Siganus punctatus has a laterally compressed, deep body which has a depth which fits into its standard length between 1.9 and 2.3 times. The head has a straight dorsal profile, it runs from the forehead to the snout at an angle of 45°, while the ventral profile is slightly indented underneath the chin. In fish of less than 13 cm standard length the front nostril has a flap extending half-way to the rear nostril, this flap is reduced to a low rim with a relict posterior peak once the standard length has reached 15 cm. A recumbent spine is to the front of the dorsal fin, it is imbedded in the nape. Like all rabbitfishes, the dorsal fin has 13 spines and 10 soft rays while the anal fin has 7 spines and 9 soft rays. The fin spines are robust and hold venom glands. The caudal fin is emarginate in individuals with a standard length of less than 13 cm as the fish grows it slowly changes to become deeply forked with the tips of the lobes broadly rounded. This species attains a maximum total length of 40 cm, although 30 cm is more typical. The overall colour is greyish with a dense pattern of brown spots with darker margins over the head, body and fins. There is sometimes a pale saddle on the caudal peduncle and a large ocellus to the rear of the upper margin of the gill cover. The spots on juveniles are fewer in number and larger in size. There is frequently a very narrow yellow margin to the caudal fin.

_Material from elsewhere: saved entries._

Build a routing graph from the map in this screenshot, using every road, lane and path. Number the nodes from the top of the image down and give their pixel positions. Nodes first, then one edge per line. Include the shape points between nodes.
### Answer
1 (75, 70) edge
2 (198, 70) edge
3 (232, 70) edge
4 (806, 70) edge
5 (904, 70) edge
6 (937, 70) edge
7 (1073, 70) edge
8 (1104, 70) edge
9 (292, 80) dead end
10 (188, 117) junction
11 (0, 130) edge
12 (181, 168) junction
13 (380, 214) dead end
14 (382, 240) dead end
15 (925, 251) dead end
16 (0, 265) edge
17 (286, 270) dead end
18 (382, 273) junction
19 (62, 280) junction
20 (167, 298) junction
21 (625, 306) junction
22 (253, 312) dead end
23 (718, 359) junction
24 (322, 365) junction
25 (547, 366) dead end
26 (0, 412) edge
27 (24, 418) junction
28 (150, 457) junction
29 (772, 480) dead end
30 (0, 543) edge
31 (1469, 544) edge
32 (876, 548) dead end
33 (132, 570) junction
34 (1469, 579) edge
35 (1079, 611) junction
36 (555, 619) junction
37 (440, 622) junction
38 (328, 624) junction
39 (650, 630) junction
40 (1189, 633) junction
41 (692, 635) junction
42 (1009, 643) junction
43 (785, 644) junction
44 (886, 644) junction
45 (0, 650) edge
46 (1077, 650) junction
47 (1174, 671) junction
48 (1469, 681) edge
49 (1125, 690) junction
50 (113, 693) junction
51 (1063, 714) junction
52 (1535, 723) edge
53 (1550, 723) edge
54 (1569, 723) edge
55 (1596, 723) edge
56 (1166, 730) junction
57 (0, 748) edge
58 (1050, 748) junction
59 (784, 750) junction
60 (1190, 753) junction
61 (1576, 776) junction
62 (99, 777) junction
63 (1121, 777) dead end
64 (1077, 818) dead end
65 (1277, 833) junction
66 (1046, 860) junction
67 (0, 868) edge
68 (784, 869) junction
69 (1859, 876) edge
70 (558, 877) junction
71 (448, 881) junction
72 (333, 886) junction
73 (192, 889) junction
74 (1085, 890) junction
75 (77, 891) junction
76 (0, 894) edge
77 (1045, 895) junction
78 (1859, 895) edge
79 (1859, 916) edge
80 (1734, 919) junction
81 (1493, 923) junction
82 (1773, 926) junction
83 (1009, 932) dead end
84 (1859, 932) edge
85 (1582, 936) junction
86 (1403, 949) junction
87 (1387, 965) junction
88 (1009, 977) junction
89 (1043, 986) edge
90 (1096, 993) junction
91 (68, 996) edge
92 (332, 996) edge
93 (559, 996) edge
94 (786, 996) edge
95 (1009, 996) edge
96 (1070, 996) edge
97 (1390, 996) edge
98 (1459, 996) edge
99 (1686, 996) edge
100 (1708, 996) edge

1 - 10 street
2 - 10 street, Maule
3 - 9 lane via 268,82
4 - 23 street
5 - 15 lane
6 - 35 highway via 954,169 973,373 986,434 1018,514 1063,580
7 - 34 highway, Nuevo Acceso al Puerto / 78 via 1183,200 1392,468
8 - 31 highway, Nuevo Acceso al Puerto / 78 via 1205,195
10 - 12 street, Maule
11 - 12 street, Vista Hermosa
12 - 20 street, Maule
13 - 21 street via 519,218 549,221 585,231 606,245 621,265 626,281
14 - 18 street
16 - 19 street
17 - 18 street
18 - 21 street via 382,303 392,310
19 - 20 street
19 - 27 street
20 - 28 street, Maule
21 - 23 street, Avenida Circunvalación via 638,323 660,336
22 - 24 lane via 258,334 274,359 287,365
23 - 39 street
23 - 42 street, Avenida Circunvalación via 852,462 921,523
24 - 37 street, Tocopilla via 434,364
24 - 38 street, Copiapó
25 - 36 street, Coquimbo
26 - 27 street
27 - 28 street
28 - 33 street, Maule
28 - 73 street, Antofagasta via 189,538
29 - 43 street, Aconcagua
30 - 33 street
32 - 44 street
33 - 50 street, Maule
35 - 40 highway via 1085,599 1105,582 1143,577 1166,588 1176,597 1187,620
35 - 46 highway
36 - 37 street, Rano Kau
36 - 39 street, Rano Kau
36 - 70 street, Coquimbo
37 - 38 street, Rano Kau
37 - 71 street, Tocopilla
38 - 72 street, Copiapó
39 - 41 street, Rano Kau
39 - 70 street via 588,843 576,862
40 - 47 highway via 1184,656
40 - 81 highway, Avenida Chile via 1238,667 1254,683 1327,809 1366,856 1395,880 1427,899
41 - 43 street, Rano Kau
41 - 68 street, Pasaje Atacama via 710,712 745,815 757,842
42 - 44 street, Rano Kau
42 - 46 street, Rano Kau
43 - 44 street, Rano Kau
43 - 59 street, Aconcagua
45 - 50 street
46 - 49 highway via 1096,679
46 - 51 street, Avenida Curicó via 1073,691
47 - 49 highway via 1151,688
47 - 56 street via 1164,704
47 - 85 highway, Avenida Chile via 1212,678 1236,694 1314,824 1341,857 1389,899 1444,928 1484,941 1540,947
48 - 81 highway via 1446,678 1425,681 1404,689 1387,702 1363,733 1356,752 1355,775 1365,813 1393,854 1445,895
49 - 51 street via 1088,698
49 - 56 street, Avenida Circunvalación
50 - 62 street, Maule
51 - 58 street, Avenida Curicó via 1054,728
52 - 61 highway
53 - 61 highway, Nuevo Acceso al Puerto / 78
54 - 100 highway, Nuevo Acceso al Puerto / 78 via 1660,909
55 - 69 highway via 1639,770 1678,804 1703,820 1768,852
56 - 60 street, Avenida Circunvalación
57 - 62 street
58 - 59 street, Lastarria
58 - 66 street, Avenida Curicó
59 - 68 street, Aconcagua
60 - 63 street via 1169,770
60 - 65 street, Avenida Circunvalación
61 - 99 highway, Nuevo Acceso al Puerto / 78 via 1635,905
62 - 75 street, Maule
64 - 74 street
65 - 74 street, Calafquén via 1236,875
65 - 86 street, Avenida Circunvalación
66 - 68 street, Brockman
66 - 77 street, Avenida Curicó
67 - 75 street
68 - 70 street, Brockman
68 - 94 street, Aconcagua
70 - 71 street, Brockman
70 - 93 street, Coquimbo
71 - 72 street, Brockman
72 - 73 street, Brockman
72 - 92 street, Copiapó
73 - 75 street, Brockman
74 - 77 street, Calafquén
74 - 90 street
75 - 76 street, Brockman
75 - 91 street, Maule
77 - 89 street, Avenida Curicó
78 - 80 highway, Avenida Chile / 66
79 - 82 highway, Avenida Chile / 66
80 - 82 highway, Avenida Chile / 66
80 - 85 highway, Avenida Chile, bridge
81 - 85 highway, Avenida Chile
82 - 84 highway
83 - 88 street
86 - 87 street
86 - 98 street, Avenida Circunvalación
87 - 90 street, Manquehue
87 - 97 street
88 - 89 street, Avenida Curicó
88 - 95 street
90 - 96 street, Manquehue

==Distribution and habitat==
Siganus punctatus has a wide Indo-West Pacific distribution extending from the Cocos (Keeling) Islands in the eastern Indian Ocean east to Samoa, north to Ryukyu and Ogasawara Islands of Japan and south to Australia. In Australia its range runs from Rottnest Island in Western Australia north and east along the northern tropical coast and then south on the east coast as far as North West Solitary Island in New South Wales, it is also found at Rowley Shoals and Scott Reef off Western Australia, the Ashmore Reef in the Timor Sea and in the Coral Sea at Coringa-Herald Cays and Lihou Reef. It occurs down to 40 m in depth in clear lagoons and on seaward reefs as adults while the juveniles school in estuaries.

==Biology==
Siganus punctatus live in pairs on reefs as adults while the juveniles aggregate in schools of up to 50 fish, the size of the schools decline as the fish mature and they begin to pair off once they have attained a standard length of around 15 cm, but fish as large as 22 cm may still be in schools. They feed on benthic algae. This species produces venom in the spines of its fins. In a study of the venom of a congener it was found that rabbitfish venom was similar to the venom of stonefishes.

==Utilisation==
Siganus punctatus is caught by spearfishing or in fish traps and the catch is sold as fresh fish. It is occasionally found in the aquarium trade.